### DATA FOR THIS TASK

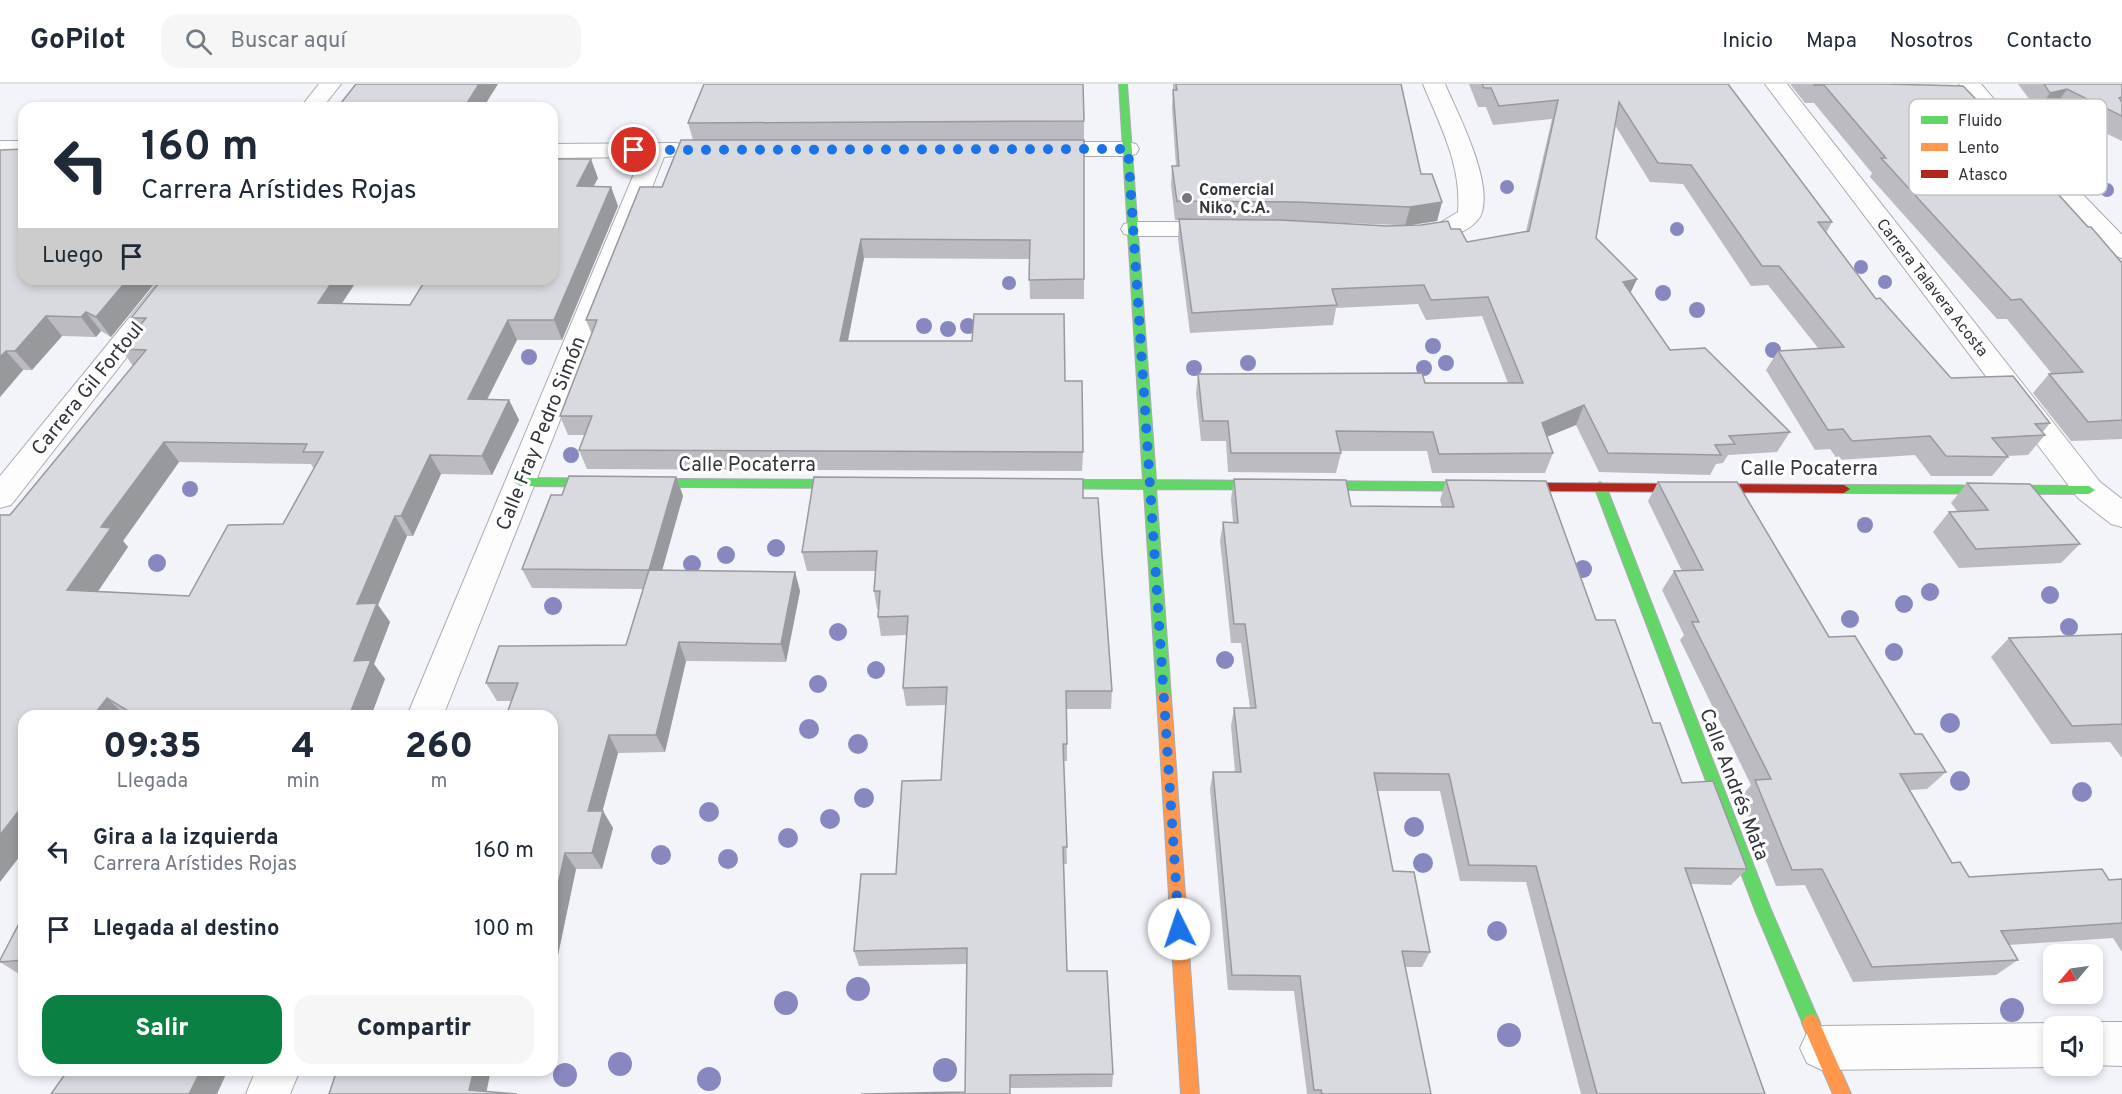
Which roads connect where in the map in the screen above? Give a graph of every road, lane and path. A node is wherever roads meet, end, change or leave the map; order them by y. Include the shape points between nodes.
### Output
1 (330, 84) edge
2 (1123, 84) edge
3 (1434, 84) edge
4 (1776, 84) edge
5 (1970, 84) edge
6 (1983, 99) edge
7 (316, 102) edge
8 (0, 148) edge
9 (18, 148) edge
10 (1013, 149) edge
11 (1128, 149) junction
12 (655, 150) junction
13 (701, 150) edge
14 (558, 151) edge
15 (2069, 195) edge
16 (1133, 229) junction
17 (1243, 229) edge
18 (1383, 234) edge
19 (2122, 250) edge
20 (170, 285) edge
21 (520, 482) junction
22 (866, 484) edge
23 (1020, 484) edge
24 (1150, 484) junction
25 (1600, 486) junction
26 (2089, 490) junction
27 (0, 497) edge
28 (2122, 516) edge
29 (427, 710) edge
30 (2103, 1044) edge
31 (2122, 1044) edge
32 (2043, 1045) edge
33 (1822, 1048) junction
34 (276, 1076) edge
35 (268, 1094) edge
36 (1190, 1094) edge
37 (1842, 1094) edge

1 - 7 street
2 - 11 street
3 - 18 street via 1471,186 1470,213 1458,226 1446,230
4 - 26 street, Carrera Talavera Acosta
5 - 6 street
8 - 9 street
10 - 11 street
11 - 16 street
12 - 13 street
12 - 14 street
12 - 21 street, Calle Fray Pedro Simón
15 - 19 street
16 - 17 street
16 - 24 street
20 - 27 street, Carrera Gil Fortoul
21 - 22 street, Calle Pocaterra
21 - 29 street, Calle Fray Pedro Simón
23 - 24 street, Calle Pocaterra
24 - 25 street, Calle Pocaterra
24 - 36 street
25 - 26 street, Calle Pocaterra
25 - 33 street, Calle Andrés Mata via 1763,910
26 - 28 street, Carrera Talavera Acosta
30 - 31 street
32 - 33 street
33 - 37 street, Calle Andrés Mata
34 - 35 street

######

▶ PROBLEM: I need every line from the material that contains the word "Andrés".

▶ WRITTEN SOLUTION:
25 - 33 street, Calle Andrés Mata via 1763,910
33 - 37 street, Calle Andrés Mata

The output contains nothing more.